Exercise instructions: The response should hold each line from the entries below where "points" is found.

___ Data records

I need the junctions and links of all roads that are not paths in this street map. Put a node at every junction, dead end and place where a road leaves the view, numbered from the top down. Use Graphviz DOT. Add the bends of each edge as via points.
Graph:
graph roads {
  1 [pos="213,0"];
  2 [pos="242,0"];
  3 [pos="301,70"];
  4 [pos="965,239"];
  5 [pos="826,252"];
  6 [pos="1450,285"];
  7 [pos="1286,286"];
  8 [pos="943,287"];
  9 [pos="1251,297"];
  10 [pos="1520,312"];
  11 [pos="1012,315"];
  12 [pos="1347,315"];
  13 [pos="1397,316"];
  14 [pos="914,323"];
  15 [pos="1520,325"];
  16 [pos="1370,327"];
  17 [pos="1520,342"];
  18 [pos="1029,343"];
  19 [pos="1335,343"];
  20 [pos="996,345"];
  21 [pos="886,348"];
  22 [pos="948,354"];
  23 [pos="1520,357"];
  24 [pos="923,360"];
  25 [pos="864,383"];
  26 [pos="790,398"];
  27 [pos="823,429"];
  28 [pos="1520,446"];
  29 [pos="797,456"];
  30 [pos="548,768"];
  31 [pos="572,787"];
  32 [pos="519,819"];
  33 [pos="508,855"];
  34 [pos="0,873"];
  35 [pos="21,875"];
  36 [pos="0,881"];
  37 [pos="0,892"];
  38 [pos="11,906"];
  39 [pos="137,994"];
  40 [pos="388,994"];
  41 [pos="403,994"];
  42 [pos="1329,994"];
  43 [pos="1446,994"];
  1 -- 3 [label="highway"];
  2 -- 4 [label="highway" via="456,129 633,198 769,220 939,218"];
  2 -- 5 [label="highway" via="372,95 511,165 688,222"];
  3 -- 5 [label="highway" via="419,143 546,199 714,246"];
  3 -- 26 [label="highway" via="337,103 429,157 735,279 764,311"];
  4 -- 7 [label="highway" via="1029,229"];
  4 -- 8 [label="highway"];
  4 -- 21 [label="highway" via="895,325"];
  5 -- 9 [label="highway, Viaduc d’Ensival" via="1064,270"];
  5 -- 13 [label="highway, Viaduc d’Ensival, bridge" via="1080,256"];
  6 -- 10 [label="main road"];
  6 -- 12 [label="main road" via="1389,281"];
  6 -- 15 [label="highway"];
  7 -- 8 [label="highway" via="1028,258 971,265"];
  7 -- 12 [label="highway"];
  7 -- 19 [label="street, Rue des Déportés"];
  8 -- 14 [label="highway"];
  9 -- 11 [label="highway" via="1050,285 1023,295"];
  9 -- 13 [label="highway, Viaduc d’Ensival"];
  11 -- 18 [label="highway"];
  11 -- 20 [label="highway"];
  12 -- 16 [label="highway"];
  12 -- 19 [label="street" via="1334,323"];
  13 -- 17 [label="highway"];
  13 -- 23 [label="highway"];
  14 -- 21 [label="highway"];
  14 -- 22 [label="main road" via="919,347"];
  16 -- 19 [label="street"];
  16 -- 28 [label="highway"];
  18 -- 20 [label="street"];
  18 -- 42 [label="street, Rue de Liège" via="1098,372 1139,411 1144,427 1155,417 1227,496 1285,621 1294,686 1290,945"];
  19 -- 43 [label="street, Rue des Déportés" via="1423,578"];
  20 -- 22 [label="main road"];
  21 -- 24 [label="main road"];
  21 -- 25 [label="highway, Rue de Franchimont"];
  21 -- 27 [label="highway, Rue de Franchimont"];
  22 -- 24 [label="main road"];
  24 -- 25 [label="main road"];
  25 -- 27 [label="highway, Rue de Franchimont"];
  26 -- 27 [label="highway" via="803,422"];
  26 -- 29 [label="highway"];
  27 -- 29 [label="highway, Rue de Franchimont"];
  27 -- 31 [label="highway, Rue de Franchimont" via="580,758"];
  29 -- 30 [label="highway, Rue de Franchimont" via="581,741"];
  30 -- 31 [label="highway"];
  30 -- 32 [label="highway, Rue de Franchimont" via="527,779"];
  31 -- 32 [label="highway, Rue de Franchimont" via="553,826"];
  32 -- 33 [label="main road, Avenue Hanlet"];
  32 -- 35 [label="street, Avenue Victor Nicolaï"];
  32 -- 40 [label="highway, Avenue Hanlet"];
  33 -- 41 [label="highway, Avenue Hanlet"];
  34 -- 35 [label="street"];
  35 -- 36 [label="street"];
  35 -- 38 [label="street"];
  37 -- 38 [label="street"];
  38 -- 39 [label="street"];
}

______
___ Data records

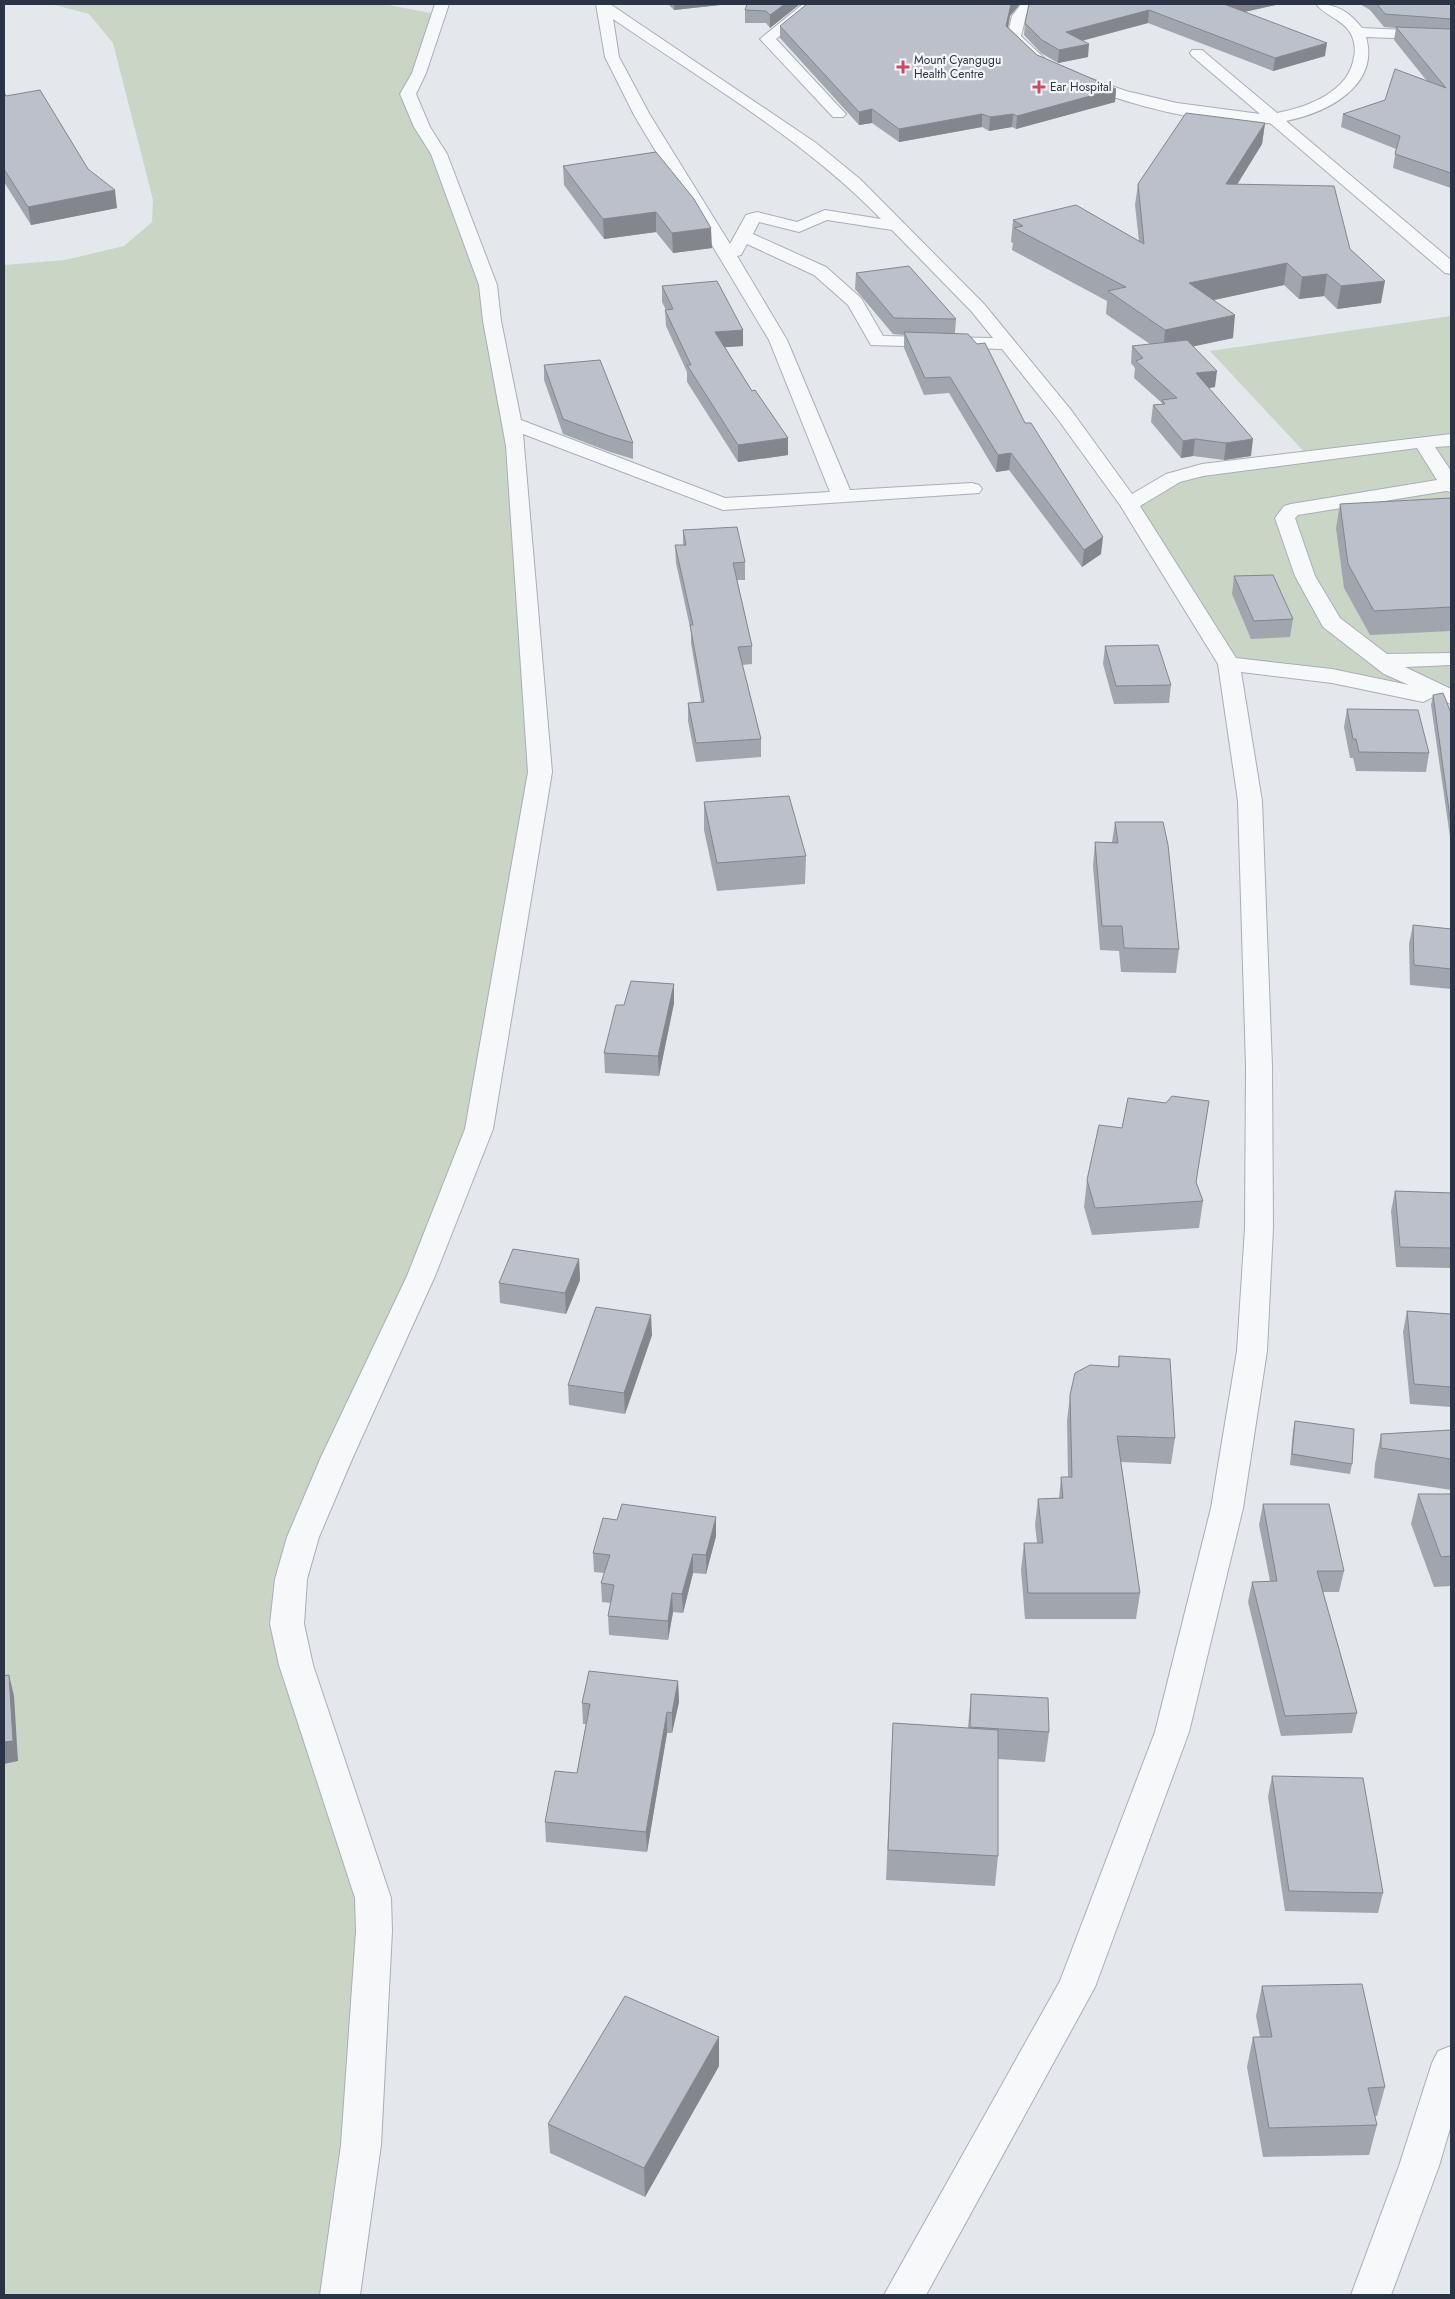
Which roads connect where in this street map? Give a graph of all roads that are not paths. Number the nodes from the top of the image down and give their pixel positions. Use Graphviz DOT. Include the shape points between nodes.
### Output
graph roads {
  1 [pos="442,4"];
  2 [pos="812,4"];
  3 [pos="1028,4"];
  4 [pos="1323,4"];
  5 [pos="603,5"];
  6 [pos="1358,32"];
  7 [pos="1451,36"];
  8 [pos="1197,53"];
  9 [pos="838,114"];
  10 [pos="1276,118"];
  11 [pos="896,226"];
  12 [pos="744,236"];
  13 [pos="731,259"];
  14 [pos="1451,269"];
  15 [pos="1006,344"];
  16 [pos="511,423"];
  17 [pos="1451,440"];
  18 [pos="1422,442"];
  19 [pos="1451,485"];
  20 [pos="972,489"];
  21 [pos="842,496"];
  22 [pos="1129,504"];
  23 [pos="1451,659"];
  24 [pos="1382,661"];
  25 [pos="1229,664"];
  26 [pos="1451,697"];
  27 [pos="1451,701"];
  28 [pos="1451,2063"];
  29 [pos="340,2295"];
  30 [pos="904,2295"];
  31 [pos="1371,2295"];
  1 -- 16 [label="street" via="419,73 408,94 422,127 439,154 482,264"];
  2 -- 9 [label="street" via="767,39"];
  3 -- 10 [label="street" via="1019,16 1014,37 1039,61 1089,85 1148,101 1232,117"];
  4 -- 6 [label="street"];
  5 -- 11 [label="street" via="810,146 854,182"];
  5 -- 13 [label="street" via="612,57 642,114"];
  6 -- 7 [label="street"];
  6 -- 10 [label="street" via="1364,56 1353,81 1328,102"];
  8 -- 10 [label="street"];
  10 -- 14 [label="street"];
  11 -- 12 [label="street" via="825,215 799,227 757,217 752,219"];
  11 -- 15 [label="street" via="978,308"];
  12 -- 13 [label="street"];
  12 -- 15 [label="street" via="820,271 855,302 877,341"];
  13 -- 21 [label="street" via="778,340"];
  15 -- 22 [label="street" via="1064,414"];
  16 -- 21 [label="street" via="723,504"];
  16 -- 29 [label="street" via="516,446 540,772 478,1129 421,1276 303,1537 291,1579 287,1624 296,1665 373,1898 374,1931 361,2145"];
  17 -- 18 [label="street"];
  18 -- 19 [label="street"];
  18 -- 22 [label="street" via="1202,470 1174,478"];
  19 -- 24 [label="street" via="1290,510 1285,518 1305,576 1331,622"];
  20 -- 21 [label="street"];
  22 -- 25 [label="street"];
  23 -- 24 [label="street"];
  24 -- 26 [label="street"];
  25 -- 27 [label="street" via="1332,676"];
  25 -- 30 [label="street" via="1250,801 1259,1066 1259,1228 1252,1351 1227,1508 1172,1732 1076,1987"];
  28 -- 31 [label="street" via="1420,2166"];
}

______

Completed exercise:
I need the junctions and links of all roads that are not paths in this street map. Put a node at every junction, dead end and place where a road leaves the view, numbered from the top down. Use Graphviz DOT. Add the bends of each edge as via points.
Which roads connect where in this street map? Give a graph of all roads that are not paths. Number the nodes from the top of the image down and give their pixel positions. Use Graphviz DOT. Include the shape points between nodes.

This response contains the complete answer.